On Reaching for Jesus

Preached on Sunday, April 12, 2026, the Second Sunday of Easter, at Trinity Episcopal Cathedral, Little Rock.

“Jesus said to Thomas, ‘Put your finger here and see my hands. Reach out your hand and put it in my side. Do not doubt but believe.” (John 20:27)

It has been a week since we were last together, since the celebration of our Lord’s resurrection—and, in true Trinity fashion, it was a glorious celebration, wasn’t it? The flowers were everywhere, even pouring forth from the fountain. The music was exquisite. We pulled out those special vestments we use only once a year. We had not one, but two real live bishops. And it was the first Easter Sunday of our new Dean and Rector, Andrea. It was the kind of day that makes this whole Christian thing feel almost effortless. It was the kind of day that makes faith feel easy.

And some of you are here this morning or tuning in online because of that day. You came last Sunday—perhaps out of habit, perhaps out of curiosity, perhaps because someone invited you—and something in it was beautiful enough, or compelling enough, that you decided to come back. And if that is you, whether you are a newcomer or a long-timer, I am very glad you are here. 

But I also want to say, as plainly as I can, that what you have walked into today is something a bit different. Because a week later, everything has shifted. The flowers and music are beautiful, but not quite as grand. Those special vestments are put away for another year. The bishops have come and gone. We find ourselves back in the typical rhythm of life—which is precisely where Easter becomes far more difficult and much more serious.

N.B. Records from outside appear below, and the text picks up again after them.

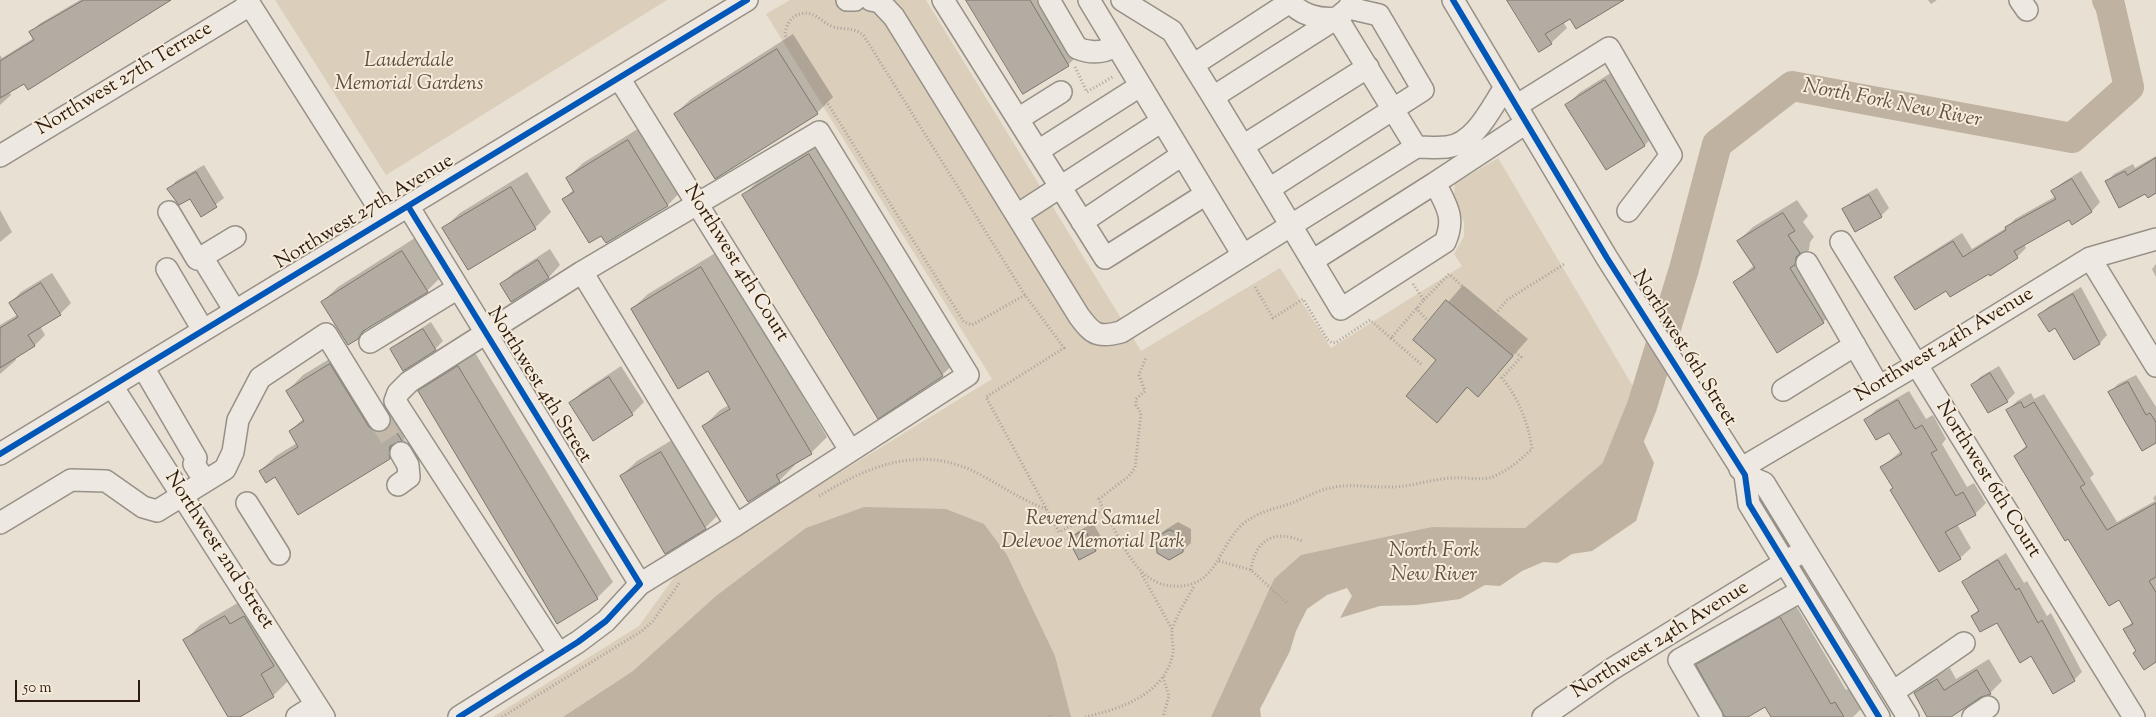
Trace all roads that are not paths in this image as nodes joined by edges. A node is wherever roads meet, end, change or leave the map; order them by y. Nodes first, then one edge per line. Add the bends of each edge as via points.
1 (747, 0) edge
2 (848, 0) edge
3 (855, 0) edge
4 (871, 0) edge
5 (943, 0) edge
6 (1050, 0) edge
7 (1088, 0) edge
8 (1122, 0) edge
9 (1453, 0) edge
10 (1290, 1) edge
11 (249, 2) edge
12 (1346, 8) edge
13 (1116, 46) junction
14 (1193, 65) junction
15 (1368, 67) junction
16 (619, 78) junction
17 (1140, 86) junction
18 (1505, 87) junction
19 (1061, 92) dead end
20 (1213, 97) junction
21 (1392, 108) junction
22 (1521, 115) junction
23 (1018, 119) junction
24 (1162, 121) junction
25 (1243, 146) junction
26 (1416, 146) junction
27 (1038, 150) junction
28 (1182, 155) junction
29 (0, 156) edge
30 (1435, 183) junction
31 (1061, 188) junction
32 (1269, 189) junction
33 (1206, 194) junction
34 (698, 204) junction
35 (408, 206) junction
36 (1628, 211) dead end
37 (169, 212) dead end
38 (1017, 215) junction
39 (386, 219) junction
40 (1082, 222) junction
41 (1290, 225) junction
42 (235, 237) dead end
43 (2156, 239) edge
44 (1841, 242) dead end
45 (1243, 255) junction
46 (202, 257) junction
47 (2090, 258) junction
48 (1312, 262) junction
49 (1807, 263) dead end
50 (167, 269) dead end
51 (582, 272) junction
52 (458, 288) junction
53 (235, 310) junction
54 (203, 330) junction
55 (486, 333) junction
56 (370, 342) dead end
57 (1855, 345) junction
58 (1916, 365) junction
59 (2156, 366) edge
60 (137, 371) junction
61 (112, 386) junction
62 (1879, 387) junction
63 (1783, 390) dead end
64 (379, 420) tunnel mouth
65 (850, 450) junction
66 (401, 453) tunnel mouth
67 (0, 454) edge
68 (199, 472) junction
69 (1742, 472) junction
70 (398, 485) dead end
71 (182, 494) junction
72 (247, 502) dead end
73 (0, 523) edge
74 (736, 524) junction
75 (1805, 550) junction
76 (279, 554) dead end
77 (1784, 564) junction
78 (640, 584) junction
79 (1801, 591) junction
80 (1964, 643) dead end
81 (559, 654) junction
82 (1892, 692) junction
83 (320, 711) edge
84 (297, 717) edge
85 (460, 717) edge
86 (1543, 717) edge
87 (1712, 717) edge
88 (1879, 717) edge
89 (1908, 717) edge
90 (2134, 717) edge

1 - 16 street, Northwest 27th Avenue
2 - 3 street
4 - 38 street via 880,2 894,16
5 - 23 street
6 - 13 street via 1077,48 1095,52
7 - 13 street
8 - 14 street via 1172,31
9 - 18 street, Northwest 6th Street
10 - 12 street via 1311,17 1327,19
10 - 14 street
11 - 29 street, Northwest 27th Terrace
11 - 39 street
12 - 15 street
12 - 20 street
12 - 21 street via 1379,15 1423,90
13 - 17 street
14 - 20 street
15 - 21 street
15 - 25 street
16 - 34 street, Northwest 4th Court
16 - 35 street, Northwest 27th Avenue
17 - 24 street
17 - 27 street
18 - 22 street, Northwest 6th Street
18 - 26 street via 1475,131 1461,142 1449,147
19 - 23 street
20 - 25 street
21 - 26 street
21 - 32 street
22 - 30 street
22 - 36 street via 1610,48 1671,155
22 - 69 street, Northwest 6th Street
23 - 27 street
24 - 28 street
24 - 31 street
25 - 32 street
26 - 41 street
27 - 31 street
28 - 33 street
28 - 40 street
30 - 48 street
30 - 48 street via 1449,210 1451,229 1445,242 1404,269 1341,309
31 - 38 street
31 - 40 street
32 - 41 street
33 - 40 street via 1106,258
33 - 45 street
34 - 51 street
34 - 65 street, Northwest 4th Court
34 - 65 street via 819,132 968,375
35 - 39 street, Northwest 27th Avenue
35 - 52 street, Northwest 4th Street
37 - 46 street via 197,258
38 - 45 street via 1090,331 1105,336 1121,332
39 - 53 street, Northwest 27th Avenue
41 - 45 street
41 - 48 street
42 - 46 street
43 - 47 street, Northwest 24th Avenue
44 - 58 street, Northwest 6th Court
46 - 53 street
47 - 58 street, Northwest 24th Avenue
47 - 59 street
49 - 57 street
50 - 54 street
51 - 55 street
51 - 74 street
52 - 55 street, Northwest 4th Street
52 - 56 street
53 - 54 street, Northwest 27th Avenue
54 - 60 street, Northwest 27th Avenue
55 - 78 street, Northwest 4th Street
55 - 81 street via 409,382 395,401
57 - 62 street
57 - 63 street
58 - 62 street, Northwest 24th Avenue
58 - 90 street, Northwest 6th Court
60 - 61 street, Northwest 27th Avenue
60 - 68 street via 187,465
61 - 67 street, Northwest 27th Avenue
61 - 71 street, Northwest 2nd Street
62 - 69 street, Northwest 24th Avenue
64 - 68 street via 326,334 260,378 238,420 233,452 225,469
65 - 74 street
66 - 70 street via 408,465 409,477
68 - 71 street
69 - 75 street via 1764,483
69 - 77 street, Northwest 6th Street via 1749,504
71 - 73 street via 157,510 143,506 106,481 71,480
71 - 83 street, Northwest 2nd Street
72 - 76 street
74 - 78 street
75 - 77 street, Northwest 24th Avenue
75 - 82 street
77 - 79 street, Northwest 6th Street
77 - 86 street, Northwest 24th Avenue via 1612,669
78 - 81 street via 606,621
79 - 87 street via 1679,660
79 - 88 street, Northwest 6th Street
80 - 82 street
81 - 85 street
82 - 89 street
83 - 84 street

It’s one thing to stand in a room filled with music and flowers and say that Christ is risen. It’s another thing entirely to say it when the room is quieter and the week is ordinary. It’s one thing to put on your seersucker and shout your “Alleluia.” It’s another thing entirely to return to work and the worries that await you on Monday morning. It’s one thing to feel a heart full of faith on Easter Day. It’s another thing entirely to ask whether Easter can be trusted not just for a day but for a whole life.

That question exposes something important, because belief in Easter, belief in the risen Christ, is not, finally, a matter of having the right thoughts in your head or the right feelings in your heart. Belief in Easter is not a one time deal. Belief in Easter is a way of living. It’s an ongoing choice. It’s a way of moving through the world. Belief is something that we do.

That’s where the apostle Thomas stands in today’s Gospel. He is not present when the risen Christ first appears. He hears the testimony of the others, but he cannot accept it. He says that, unless he sees and unless he touches, he will not believe. He is not being difficult for the sake of it—which is why we often give him that awful title, “doubting Thomas.” (One wonders what I really think of that title, “doubting Thomas.”) No, the apostle is naming with clarity the gap between what he has been told and what he can actually trust. And can any of us blame him?

When the risen Jesus does appear to him, He does not avoid Thomas, and He does not correct him from a distance. He comes directly to him, directly into that space of hesitation, and He speaks to him in terms that are unmistakably concrete. “Put your finger here. Reach out your hand here.” Not simply, “Look,” but “Reach.”

In this moment, belief is not about achieving a certain state of mind. It’s about a willingness to act. It’s about a willingness to move toward Christ, even when everything is not yet resolved. “Reach out your hand,” He says to Thomas—and He says to you and to me.

And that is what Easter looks like most of the time. It does not look like a single triumphant moment. It looks like a pattern of life, a life of reaching an outstretched hand. It looks like showing up again and again. It looks like being here again this morning, even if you are not entirely sure what you believe yet. It looks like returning next week, and the week after that, waiting for clarity to come. It looks like prayer that is sometimes clear but also sometimes stumbling—but you keep at it. It looks like forgiveness that is offered imperfectly but offered nonetheless. It looks like generosity that pushes just a little beyond what feels comfortable. It looks like hope that refuses to disappear, even when the evidence feels thin.

Each of those is a form of reaching. Each of those is what belief actually looks like when it takes shape in a human life.

We often imagine that belief will come first, and that a way of life will follow. But in the Gospel, it so often works the other way around. We begin by reaching. We begin by showing up. We begin by taking a step that we cannot fully justify or explain. And somewhere along the way, we discover the risen Christ Himself.

That is the quiet surprise at the heart of this story. Thomas reaches out, and he does not find emptiness. He reaches out and touches Jesus. He finds Christ already present, already offering Himself. The risk of that reaching is real, but it is met by something even more real. It is met by the faithfulness of our Lord.

So if you are here this morning and you are not entirely sure what you believe, you are in exactly the right kind of place doing exactly the right kind of thing, because belief, in the end, is not a test you have to pass before you can belong. It is a life you begin to live. And it may begin as simply as this: by showing up again and again, by staying, by reaching out your hand, even a little, even now. Amen.